Friday, November 4, 2016

Modern Day Cattle Haven't Increased Greenhouse Emissions Over Ruminant Emissions 500 Years Ago

A pile of American bison skulls waiting to be ground for fertilizer, mid-1870s.

I have previously questioned the prevailing media mentality of blaming cattle for increased greenhouse emissions. See here and here.

The media goes on and on about this. A few days ago, we got this from Inhabitat, "Methane is 36 times more damaging to the environment than carbon dioxide, and livestock are responsible for emitting 44 percent of the greenhouse gas around the globe. Fortunately, a team of Australian scientists discovered that adding dried seaweed to sheep and cattle feed can cut global methane emissions by 70 percent – which is the equivalent of eliminating India’s nationwide carbon dioxide emissions. Rocky De Nys is a professor of aquaculture at James Cook University (JCU), and he has been leading the efforts to develop a seaweed-infused cattle feed that could fight climate change and help save the world." My B.S. meter just went off, how about yours? I have to wonder how much the author knew about the science of greenhouse gases OR cattle. The oft-repeated stat is "About 44 percent of livestock emissions are in the form of methane", a far different meaning from Inhabitat saying that livestock are responsible for 44 percent of emissions.
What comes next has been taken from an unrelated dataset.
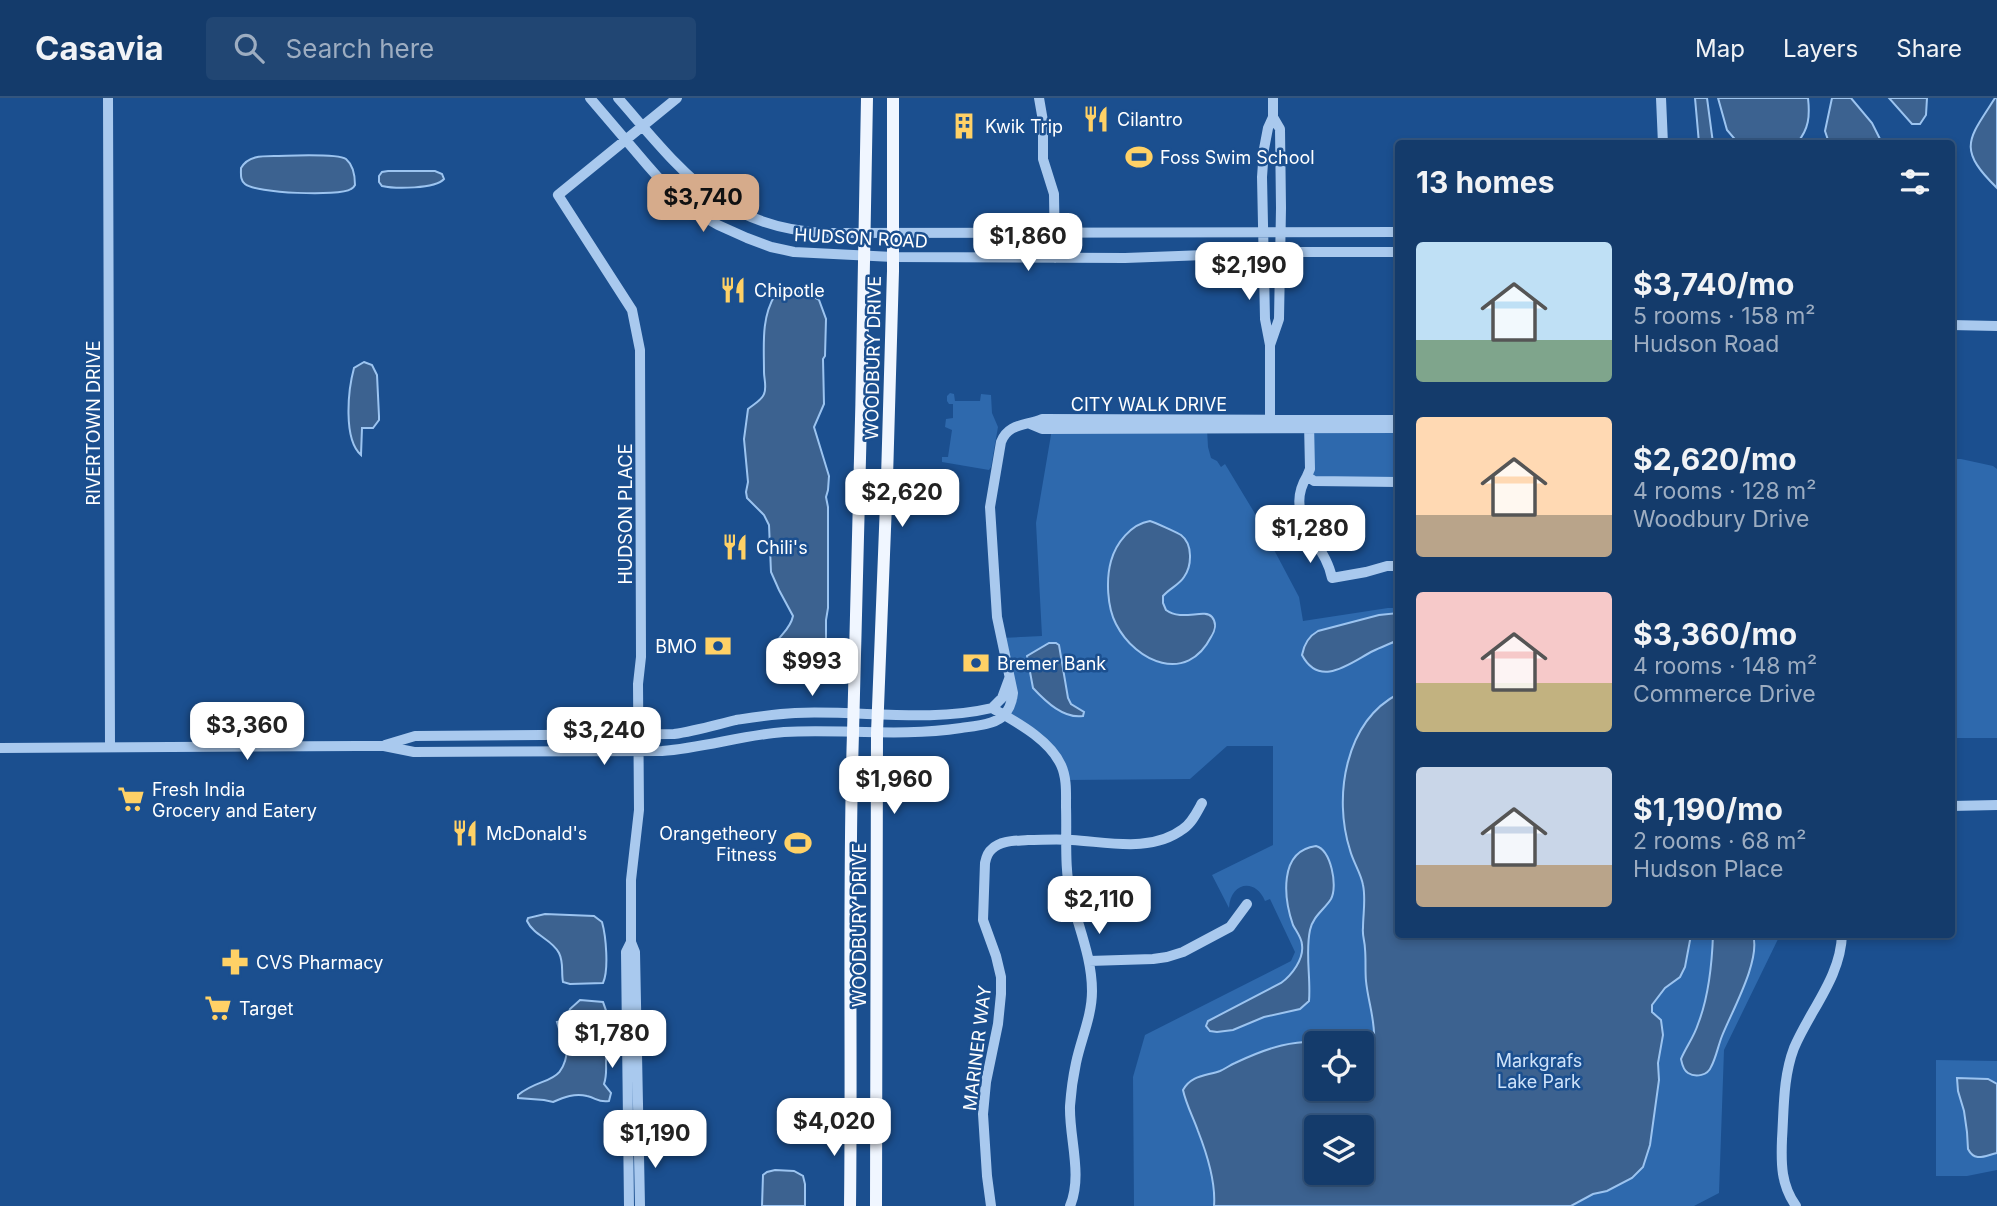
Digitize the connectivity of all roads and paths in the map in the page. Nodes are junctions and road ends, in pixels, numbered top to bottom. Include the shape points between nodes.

This week, I received the following from astute reader RJS, who presents some sanity to this subject in a way I haven't seen done before.

RJS:
The article, Groups Sue Government Over Slaughter of Yellowstone Bison, says there were once 60 million bison in the prairies and grasslands of North America. That compares with 93 million cows in the U.S. today. Since the eastern forests were populated by deer and antelope at the same time as the bison roamed the plains, we might assume there has not been an appreciable increase in methane emissions from ruminants over the history of this continent.

More from RJS:
The point is that emissions from ruminants today aren't much different than they were 500 years ago, as we've stayed near the limit of how many animals that the land mass of North America can support over most of our history. Moreover, carbon emissions from animals are all part of the surface carbon cycle. CO2 is absorbed by plants, eaten by animals, which in turn emit the carbon as CO2 and methane, which eventually degrades back to CO2. Agriculture does not introduce new carbon into the atmosphere that wasn't there at some time in our planet's recent history (nitrous oxide from fertilizer is another matter). The total carbon in the surface carbon cycle remains constant, in whatever form it takes, whether it's part of plants, animals, decaying matter, dissolved in water, in the soil, or in the air. Coal and oil, on the other hand, are from deposits of carbon that have been locked up underground for millenniums, and when they're burned, they add carbon to the atmosphere that wasnt there before, at least not in our geologic timeframe. So it's the extraction & burning of fossil fuels that put new carbon into the surface carbon cycle, not the food that we're eating.